Boris Johnson wrote a second newspaper article declaring his support for the "remain" campaign. This article was only written on the Friday night before he declared, long after some reports have claimed he made up his mind. Having read his own best effort to justify Cameron's position, he told allies: "The 'stay' stuff is not worth the paper it was written on. This is going to make me vomit. It's a crap argument."
Boris first thought he would have to back Brexit, not at the now famous dinner with Michael Gove on Tuesday 16 February, but five days earlier when Oliver Letwin showed him the government's plans to enshrine parliamentary sovereignty in law. Boris told aides: "I don't think there's much there."
Some people think that Johnson writing two drafts of his article shows how unprincipled he is. On the contrary, as someone who also thinks by writing, I think it shows commendable intellectual rigour.
µ Michael Howard is a left-liberal Europhile, says Peter Hitchens:
The ‘exit’ campaign was last week cunningly taken over by Tories who don’t want to leave the Superstate and will use a vote to leave (if it happens) as the basis for yet another round of negotiations with Brussels.
Boris Johnson and Michael Howard are ancient liberal Europhiles, who have learned how to seduce the Tory Party with speeches that sound Right-wing but aren’t really. It is painful to see this cynical seduction technique at work, and watch the old ladies fall for it.
Neither is what he seems. Lord Howard led a Left-liberal putsch against the genuine EU opponent Iain Duncan Smith in 2003. Mr Johnson is an act, not a politician. He is a keen Europhile.

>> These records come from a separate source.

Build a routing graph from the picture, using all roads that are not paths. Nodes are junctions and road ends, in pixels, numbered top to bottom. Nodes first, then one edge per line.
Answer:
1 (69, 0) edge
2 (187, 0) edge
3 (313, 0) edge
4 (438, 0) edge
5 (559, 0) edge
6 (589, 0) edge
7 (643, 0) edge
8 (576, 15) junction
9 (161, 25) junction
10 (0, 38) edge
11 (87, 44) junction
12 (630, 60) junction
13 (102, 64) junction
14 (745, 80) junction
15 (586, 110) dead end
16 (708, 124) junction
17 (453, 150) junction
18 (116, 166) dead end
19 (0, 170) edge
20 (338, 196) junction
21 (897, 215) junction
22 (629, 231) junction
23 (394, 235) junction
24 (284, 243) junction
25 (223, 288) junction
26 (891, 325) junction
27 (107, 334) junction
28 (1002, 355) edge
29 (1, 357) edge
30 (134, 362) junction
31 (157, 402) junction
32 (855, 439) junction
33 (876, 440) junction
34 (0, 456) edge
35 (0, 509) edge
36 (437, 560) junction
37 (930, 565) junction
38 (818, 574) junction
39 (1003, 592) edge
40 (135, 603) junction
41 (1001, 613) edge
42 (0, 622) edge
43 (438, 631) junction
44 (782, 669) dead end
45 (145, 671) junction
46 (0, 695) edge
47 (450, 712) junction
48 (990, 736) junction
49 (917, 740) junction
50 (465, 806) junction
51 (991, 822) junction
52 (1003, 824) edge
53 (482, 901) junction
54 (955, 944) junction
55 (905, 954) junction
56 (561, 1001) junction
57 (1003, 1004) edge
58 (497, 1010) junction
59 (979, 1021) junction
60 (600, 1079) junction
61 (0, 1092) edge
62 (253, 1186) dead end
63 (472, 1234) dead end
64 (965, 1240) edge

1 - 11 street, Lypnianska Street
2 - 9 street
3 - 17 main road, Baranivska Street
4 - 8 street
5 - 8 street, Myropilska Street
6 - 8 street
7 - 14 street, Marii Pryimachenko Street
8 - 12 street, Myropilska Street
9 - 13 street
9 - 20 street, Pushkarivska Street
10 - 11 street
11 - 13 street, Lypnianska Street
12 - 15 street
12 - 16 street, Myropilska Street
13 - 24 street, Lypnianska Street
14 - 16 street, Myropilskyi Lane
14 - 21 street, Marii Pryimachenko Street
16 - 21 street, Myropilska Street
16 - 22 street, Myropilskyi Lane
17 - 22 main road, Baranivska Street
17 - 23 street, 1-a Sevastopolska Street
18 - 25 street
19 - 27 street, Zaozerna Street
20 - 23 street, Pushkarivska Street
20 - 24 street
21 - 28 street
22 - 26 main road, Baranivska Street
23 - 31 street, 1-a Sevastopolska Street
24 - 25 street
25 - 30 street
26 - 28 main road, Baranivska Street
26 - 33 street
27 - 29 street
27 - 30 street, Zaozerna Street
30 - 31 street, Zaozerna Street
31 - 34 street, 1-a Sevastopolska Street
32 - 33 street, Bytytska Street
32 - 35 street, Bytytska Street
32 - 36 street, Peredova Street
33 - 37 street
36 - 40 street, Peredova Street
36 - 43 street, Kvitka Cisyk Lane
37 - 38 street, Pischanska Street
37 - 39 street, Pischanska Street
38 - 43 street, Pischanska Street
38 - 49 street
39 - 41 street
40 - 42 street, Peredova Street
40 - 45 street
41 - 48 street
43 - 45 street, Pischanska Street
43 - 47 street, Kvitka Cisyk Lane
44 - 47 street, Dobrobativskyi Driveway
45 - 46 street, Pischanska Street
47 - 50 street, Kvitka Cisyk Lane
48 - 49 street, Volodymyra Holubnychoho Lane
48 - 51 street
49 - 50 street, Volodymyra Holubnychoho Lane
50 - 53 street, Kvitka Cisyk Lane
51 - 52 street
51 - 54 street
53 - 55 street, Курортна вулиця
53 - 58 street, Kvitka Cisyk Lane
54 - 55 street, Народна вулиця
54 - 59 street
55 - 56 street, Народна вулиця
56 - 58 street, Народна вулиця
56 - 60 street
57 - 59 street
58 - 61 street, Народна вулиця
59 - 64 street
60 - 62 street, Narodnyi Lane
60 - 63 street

Well, it's a theory, isn't it?
µ I wrote an apology to Nick Clegg in The Independent on Sunday yesterday (featuring my piranha theory of politics). The Liberal Democrats may have had more of an effect in counter-balancing the tendency of the Conservative party to wander off to the right than I thought at the time. The way the Labour Party and the US Republicans are defying the laws of politics by heading away from the electable centre makes me wonder if the centripetal force is as strong as it ought to be in a first-past-the-post voting system.
Alastair Meeks at Political Betting comments on this emptying of the centre ground: "This reversal of political norms is both highly unusual and very unstable."
µ Fraser Nelson writes in praise of Blair-Adonis-Gove revolution. The best state schools have pulled ahead of the best private schools in A-level results.
µ The Top 10 in The New Review, the Independent on Sunday magazine, was Obsolete Techology Clichés. I missed Desert Island Discs (thanks, David Grossman) and crossed wires (Dan Kelly).
David Freedman, meanwhile, offered a late addition to my Top 40 Lost Positives, compiled two years ago: scathed.
µ And finally, thanks to Glenny Rodge for this:
"The first rule of thumb club is approximate."